Simon: Die Zahlen waren gewaltig. 40 Milliarden Euro Einsparungen im deutschen Gesundheitswesen und eine Senkung der Beiträge zu den gesetzlichen Krankenkassen um bis zu vier Prozent. Der Sachverständigenrat für das Gesundheitswesen hat zu Beginn der Woche gewichtige Vorschläge für eine Reform des deutschen Gesundheitswesens präsentiert. Viele davon konzentrierten sich auf die Auslagerung von Leistungen. Seither werden diese Vorschläge im einzelnen auseinander genommen und kritisiert. Am Telefon begrüße ich Hans-Jürgen Ahrens, den Vorstandsvorsitzenden der Allgemeinen Ortskrankenkassen, der AOK. Guten Morgen!

    Ahrens: Guten Morgen, Frau Simon!

    Simon: Was glauben Sie, was wird von den Vorschlägen der Sachverständigen am Ende der Debatte überleben?

    Ahrens: Ich kann mir nur vorstellen, dass dieses Konzept Erfolg hat, wenn der Großteil der Vorschläge dann auch insgesamt umgesetzt wird. Das lebt natürlich davon, dass es sowohl auf der Einnahmenseite wie auf der Leistungsseite was macht und dass es von jedem etwas abverlangt. Es bedeutet auch, dass da alle mitmachen müssen, wie zum Beispiel die Regierung und die Opposition. Ich halte im Moment die Situation für ausgesprochen gut, um so etwas auf den Weg zu bringen.

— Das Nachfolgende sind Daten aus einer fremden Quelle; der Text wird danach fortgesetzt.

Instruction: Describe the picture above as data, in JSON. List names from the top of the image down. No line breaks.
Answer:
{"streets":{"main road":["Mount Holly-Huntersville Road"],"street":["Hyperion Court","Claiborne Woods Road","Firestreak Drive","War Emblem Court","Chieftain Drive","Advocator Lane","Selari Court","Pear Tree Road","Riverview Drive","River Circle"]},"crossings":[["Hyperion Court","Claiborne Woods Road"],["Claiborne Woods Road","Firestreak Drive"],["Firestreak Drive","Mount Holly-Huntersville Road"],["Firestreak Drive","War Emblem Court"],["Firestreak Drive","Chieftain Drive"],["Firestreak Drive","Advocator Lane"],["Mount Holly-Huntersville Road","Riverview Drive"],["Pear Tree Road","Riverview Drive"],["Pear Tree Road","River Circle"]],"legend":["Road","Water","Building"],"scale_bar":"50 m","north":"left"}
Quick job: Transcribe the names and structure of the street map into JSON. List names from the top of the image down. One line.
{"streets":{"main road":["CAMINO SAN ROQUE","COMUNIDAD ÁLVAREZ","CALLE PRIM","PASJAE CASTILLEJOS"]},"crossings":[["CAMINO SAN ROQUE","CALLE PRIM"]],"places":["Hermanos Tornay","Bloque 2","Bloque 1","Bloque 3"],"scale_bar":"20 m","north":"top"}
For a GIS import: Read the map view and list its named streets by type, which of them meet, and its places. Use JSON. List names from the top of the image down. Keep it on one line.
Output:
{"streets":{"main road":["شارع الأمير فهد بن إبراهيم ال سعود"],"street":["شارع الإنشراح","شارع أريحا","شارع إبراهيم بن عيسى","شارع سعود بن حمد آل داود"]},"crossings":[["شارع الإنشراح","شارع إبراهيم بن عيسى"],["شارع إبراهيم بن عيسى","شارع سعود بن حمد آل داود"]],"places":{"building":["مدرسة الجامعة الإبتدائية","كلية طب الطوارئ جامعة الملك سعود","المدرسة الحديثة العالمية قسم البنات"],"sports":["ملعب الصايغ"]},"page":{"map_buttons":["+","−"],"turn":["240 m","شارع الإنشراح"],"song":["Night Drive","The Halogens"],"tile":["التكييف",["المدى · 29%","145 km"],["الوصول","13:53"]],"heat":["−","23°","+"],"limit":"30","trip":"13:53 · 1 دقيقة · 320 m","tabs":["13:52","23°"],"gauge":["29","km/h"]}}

    Simon: Was stimmt Sie da so positiv?

    Ahrens: Es erkennt jeder, dass hier dringender Handlungsbedarf besteht. Die Bundesregierung weiß das sowieso. Sie weiß auch, dass sie etwas machen muss. Es geht mit den kleinen Schritten so nicht weiter. Wenn man zu einer Entlastung der gesetzlichen Krankenkassen kommen muss, ohne sie zu verändern und ohne sie, wie einige sich das vorstellen, vom Kopf auf die Füße zu stellen, dann muss es auch zu ganz gravierenden Veränderungen kommen. Dazu gehört zum Beispiel die Frage mit den versicherungsfremden Leistungen, mit den Verschiebebahnhöfen. Das wird die Regierung nicht alleine machen können. Die Opposition gehört dazu. Vieles von den Vorschlägen ist zustimmungsbedürftig. Ich kann mir nicht vorstellen, dass sich die Opposition grundsätzlich einem solchen Vorgang verweigert. Sie kann sich auch nicht verweigern, dafür hat heute kein Mensch mehr Verständnis. Wenn man die Reaktion aus beiden Lagern sieht, dann stellt man fest, dass dort Einzelheiten kritisiert werden, dass aber von der Anlage her alle der Meinung sind, dass der Weg so sein müsste, wenn man solche Reformen durchführen will.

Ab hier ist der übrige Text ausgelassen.